That once again Scottsdale is out in front of other East Valley cities on something is not news; it’s part of the culture in Scottsdale to be first and best and biggest and most.
Those who know this are therefore probably not too surprised that it is Scottsdale announcing that it was fielding offers from not less than three passenger airlines for scheduled service at charter-oriented Scottsdale Airport, in contrast to Mesa, which for years now has been trying to get the airlines to do the same at the larger Williams Gateway Airport.
“We don’t solicit like Williams Gateway does to bring airlines in,” Scottsdale aviation director Scott Gray told the Tribune’s John Leptich. “We let them come to us.”
Sounds a bit smug, but still, give Scottsdale the credit for relying on its longstanding can-do reputation — one that has been reasserting itself more in the past few years after about five or six years of isolationism — to attract interest from these airlines, any one of which could be starting scheduled flights within a year.
We always thought it would be Williams — a former U.S. Air Force base — that would be the Valley’s first alternative to Phoenix Sky Harbor International Airport for passengers seeking scheduled airline service.
If Scottsdale Airport does land a commercial carrier first it would mean planes no larger than 50-passenger jets, as it isn’t large enough for the big birds. If that embarrasses Mesa, which could handle the biggest jetliners, into accelerating its pace, so much the better.

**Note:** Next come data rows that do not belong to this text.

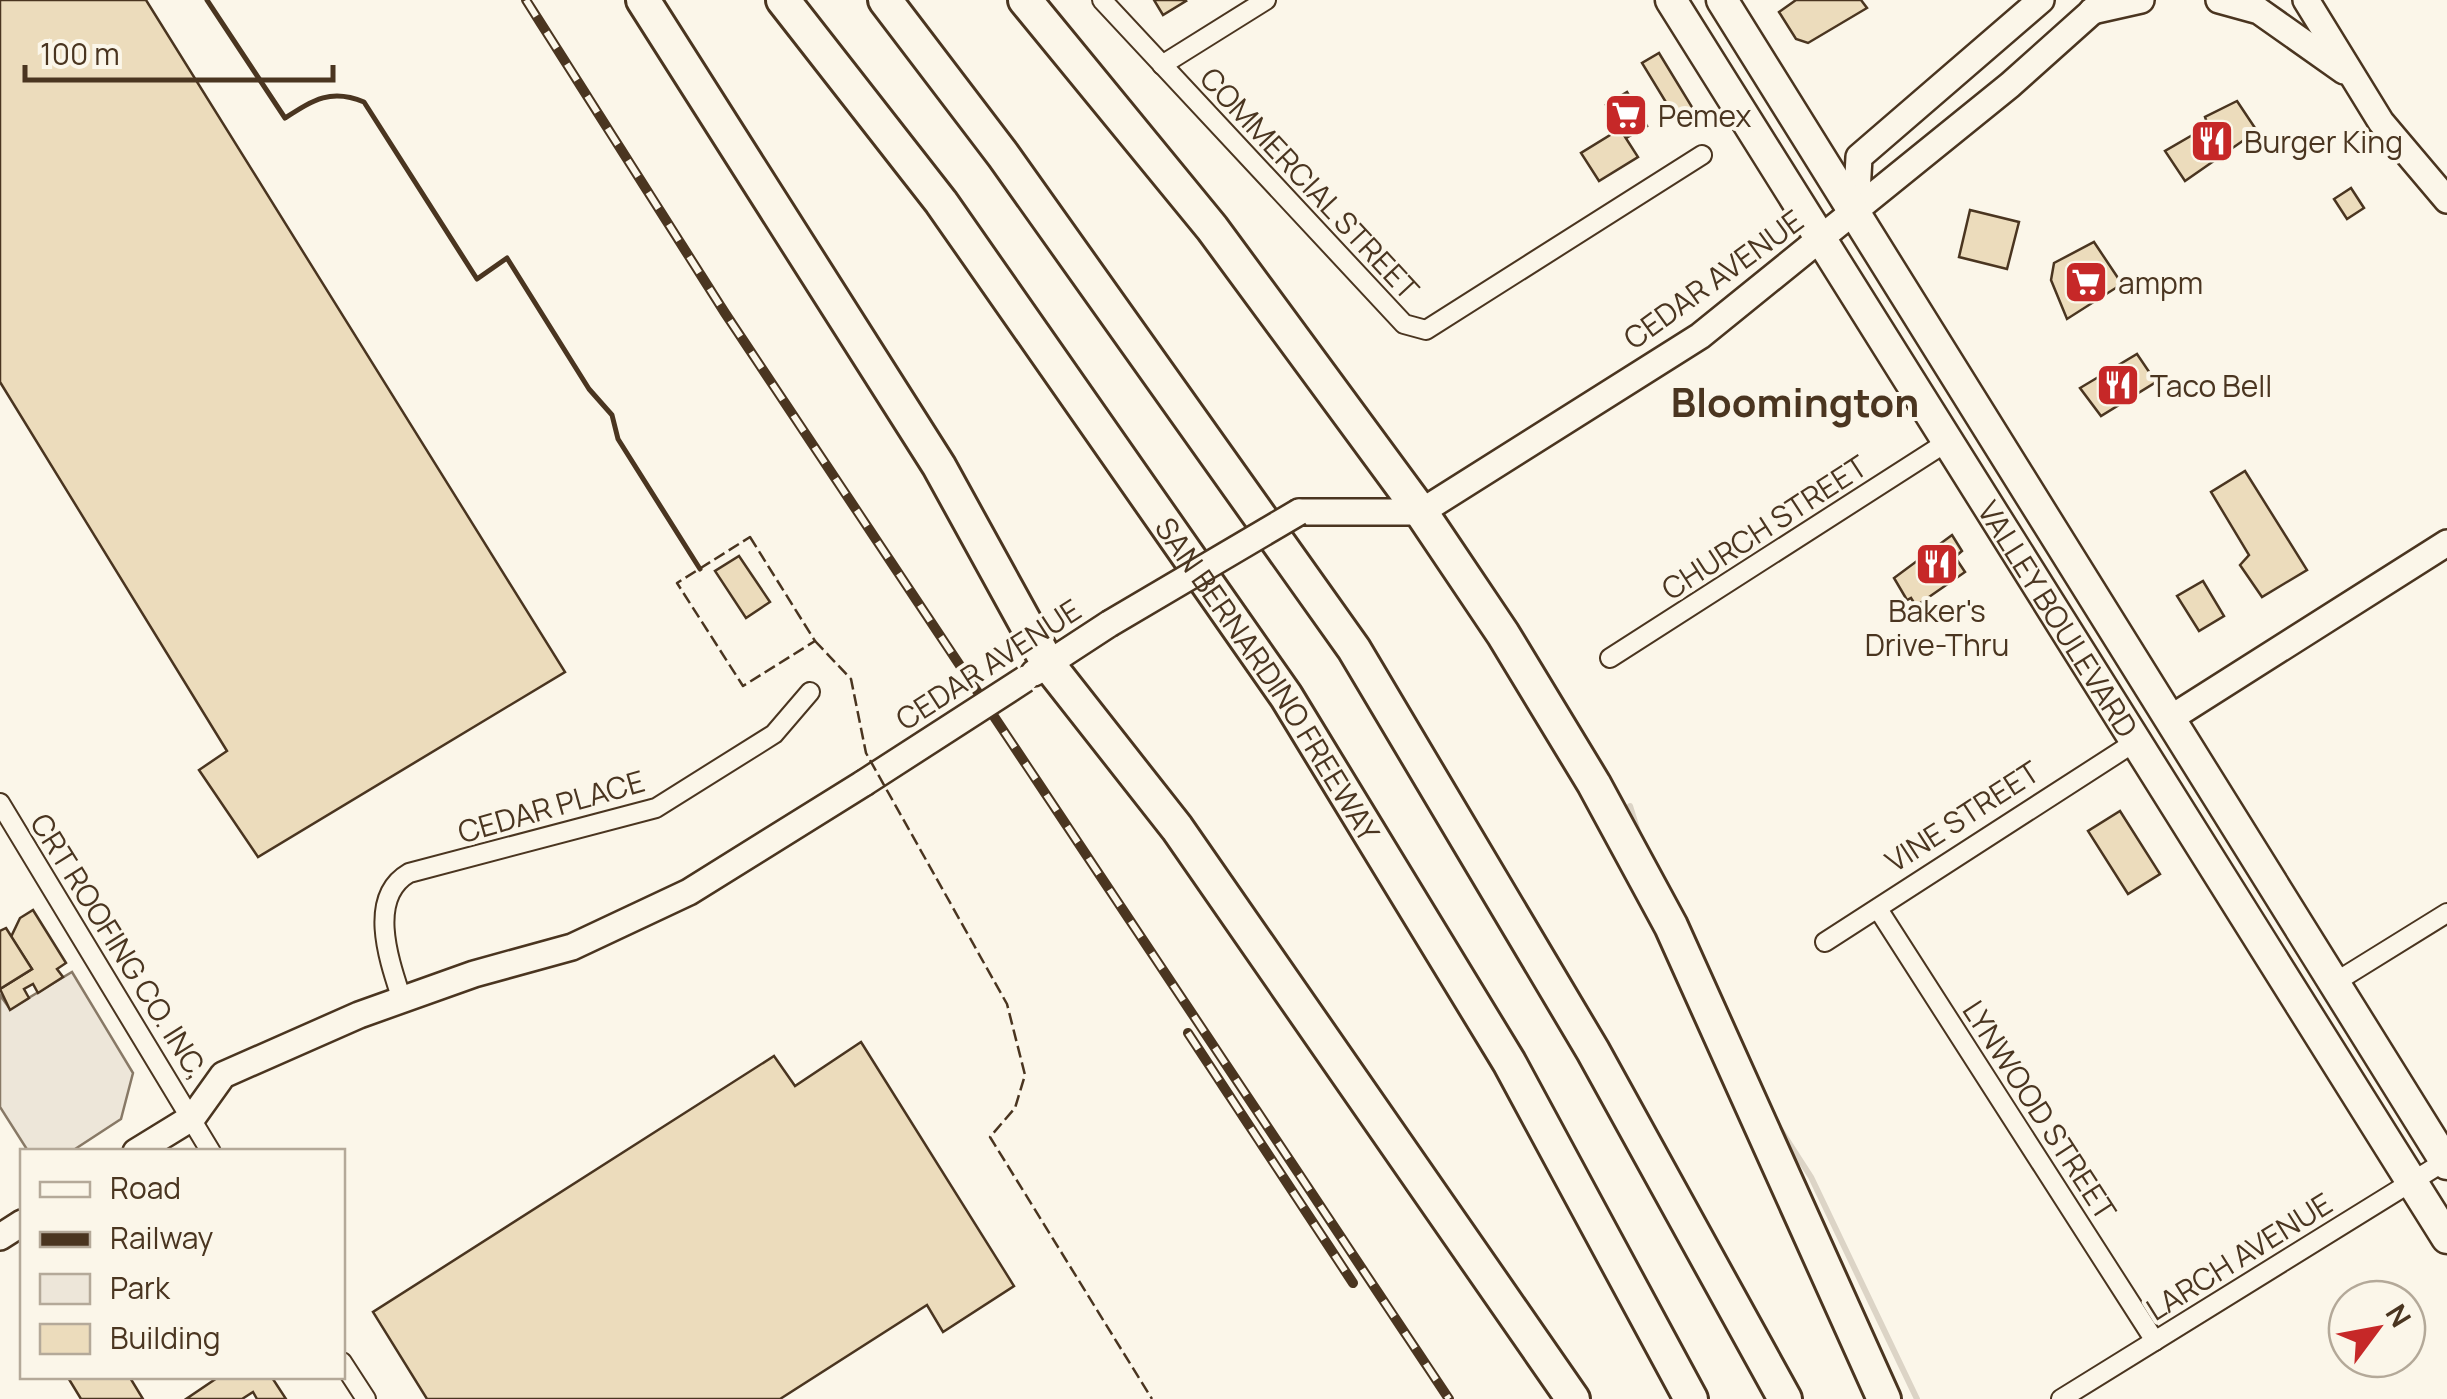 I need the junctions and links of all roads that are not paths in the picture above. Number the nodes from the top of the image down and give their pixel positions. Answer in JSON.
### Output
{"nodes":[{"id":1,"x":643,"y":0,"type":"edge"},
{"id":2,"x":783,"y":0,"type":"edge"},
{"id":3,"x":885,"y":0,"type":"edge"},
{"id":4,"x":1025,"y":0,"type":"edge"},
{"id":5,"x":1102,"y":0,"type":"edge"},
{"id":6,"x":1266,"y":0,"type":"edge"},
{"id":7,"x":1671,"y":0,"type":"edge"},
{"id":8,"x":1722,"y":0,"type":"edge"},
{"id":9,"x":2041,"y":0,"type":"edge"},
{"id":10,"x":2142,"y":0,"type":"edge"},
{"id":11,"x":2219,"y":0,"type":"edge"},
{"id":12,"x":2306,"y":0,"type":"edge"},
{"id":13,"x":2098,"y":6,"type":"edge"},
{"id":14,"x":1162,"y":65,"type":"junction"},
{"id":15,"x":2354,"y":79,"type":"junction"},
{"id":16,"x":1702,"y":156,"type":"dead end"},
{"id":17,"x":2447,"y":200,"type":"edge"},
{"id":18,"x":1856,"y":211,"type":"junction"},
{"id":19,"x":1822,"y":240,"type":"junction"},
{"id":20,"x":1948,"y":442,"type":"junction"},
{"id":21,"x":1422,"y":512,"type":"junction"},
{"id":22,"x":2447,"y":544,"type":"edge"},
{"id":23,"x":1610,"y":658,"type":"dead end"},
{"id":24,"x":1037,"y":671,"type":"junction"},
{"id":25,"x":810,"y":692,"type":"dead end"},
{"id":26,"x":2171,"y":718,"type":"junction"},
{"id":27,"x":2135,"y":742,"type":"junction"},
{"id":28,"x":0,"y":803,"type":"edge"},
{"id":29,"x":1878,"y":909,"type":"junction"},
{"id":30,"x":2447,"y":912,"type":"edge"},
{"id":31,"x":1825,"y":942,"type":"dead end"},
{"id":32,"x":2334,"y":984,"type":"junction"},
{"id":33,"x":402,"y":1000,"type":"junction"},
{"id":34,"x":193,"y":1117,"type":"junction"},
{"id":35,"x":141,"y":1149,"type":"edge"},
{"id":36,"x":209,"y":1149,"type":"edge"},
{"id":37,"x":2446,"y":1162,"type":"edge"},
{"id":38,"x":2412,"y":1182,"type":"junction"},
{"id":39,"x":2447,"y":1238,"type":"edge"},
{"id":40,"x":2154,"y":1341,"type":"junction"},
{"id":41,"x":345,"y":1367,"type":"edge"},
{"id":42,"x":366,"y":1399,"type":"edge"},
{"id":43,"x":1574,"y":1399,"type":"edge"},
{"id":44,"x":1691,"y":1399,"type":"edge"},
{"id":45,"x":1785,"y":1399,"type":"edge"},
{"id":46,"x":1884,"y":1399,"type":"edge"},
{"id":47,"x":2061,"y":1399,"type":"edge"}],
"edges":[{"from":1,"to":24,"type":"highway"},
{"from":2,"to":44,"type":"highway","name":"SAN BERNARDINO FREEWAY"},
{"from":3,"to":45,"type":"highway"},
{"from":4,"to":21,"type":"highway"},
{"from":5,"to":14,"type":"street","name":"COMMERCIAL STREET"},
{"from":6,"to":14,"type":"street"},
{"from":7,"to":19,"type":"main road","name":"VALLEY BOULEVARD"},
{"from":8,"to":18,"type":"main road","name":"VALLEY BOULEVARD"},
{"from":9,"to":18,"type":"main road"},
{"from":10,"to":13,"type":"main road"},
{"from":11,"to":15,"type":"main road"},
{"from":12,"to":15,"type":"main road"},
{"from":13,"to":18,"type":"main road","name":"CEDAR AVENUE"},
{"from":14,"to":16,"type":"street","name":"COMMERCIAL STREET"},
{"from":15,"to":17,"type":"main road"},
{"from":18,"to":19,"type":"main road","name":"CEDAR AVENUE"},
{"from":18,"to":26,"type":"main road","name":"VALLEY BOULEVARD"},
{"from":19,"to":20,"type":"main road","name":"VALLEY BOULEVARD"},
{"from":19,"to":21,"type":"main road","name":"CEDAR AVENUE"},
{"from":20,"to":23,"type":"street","name":"CHURCH STREET"},
{"from":20,"to":27,"type":"main road","name":"VALLEY BOULEVARD"},
{"from":21,"to":24,"type":"main road","name":"CEDAR AVENUE","bridge":true},
{"from":21,"to":46,"type":"highway"},
{"from":22,"to":26,"type":"main road"},
{"from":24,"to":33,"type":"main road","name":"CEDAR AVENUE","bridge":true},
{"from":24,"to":43,"type":"highway"},
{"from":25,"to":33,"type":"street","name":"CEDAR PLACE"},
{"from":26,"to":32,"type":"main road","name":"VALLEY BOULEVARD"},
{"from":27,"to":29,"type":"street","name":"VINE STREET"},
{"from":27,"to":38,"type":"main road","name":"VALLEY BOULEVARD"},
{"from":28,"to":34,"type":"street","name":"CRT ROOFING CO. INC,"},
{"from":29,"to":31,"type":"street","name":"VINE STREET"},
{"from":29,"to":40,"type":"street","name":"LYNWOOD STREET"},
{"from":30,"to":32,"type":"street"},
{"from":32,"to":37,"type":"main road","name":"VALLEY BOULEVARD"},
{"from":33,"to":34,"type":"main road","name":"CEDAR AVENUE"},
{"from":34,"to":35,"type":"main road","name":"CEDAR AVENUE"},
{"from":34,"to":36,"type":"street","name":"CRT ROOFING CO. INC,"},
{"from":37,"to":38,"type":"street","name":"LARCH AVENUE"},
{"from":38,"to":39,"type":"main road","name":"VALLEY BOULEVARD"},
{"from":38,"to":40,"type":"street","name":"LARCH AVENUE"},
{"from":40,"to":47,"type":"street","name":"LARCH AVENUE"},
{"from":41,"to":42,"type":"street"}]}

Reliever airports are inevitable in this fast-growing metropolitan area. Demand will ultimately lead to it. For all of its improvements Sky Harbor, because of its sheer size, is becoming more difficult for passengers and those picking them up and dropping them off. An often-talked-about fourth runway isn’t going to make things any easier. Tell the truth: What’s a better experience, DFW or Love Field? LAX or John Wayne (Orange County)? Been to Tucson International Airport lately? What a breeze!
So, Mesa, let’s get our flaps up and our noses pointed the right way as soon as possible. Williams Gateway spokesman Brian Sexton told Leptich that his airport should have scheduled passenger flights running by the end of this year. All right, then. Maybe Mesa might be first in this, after all.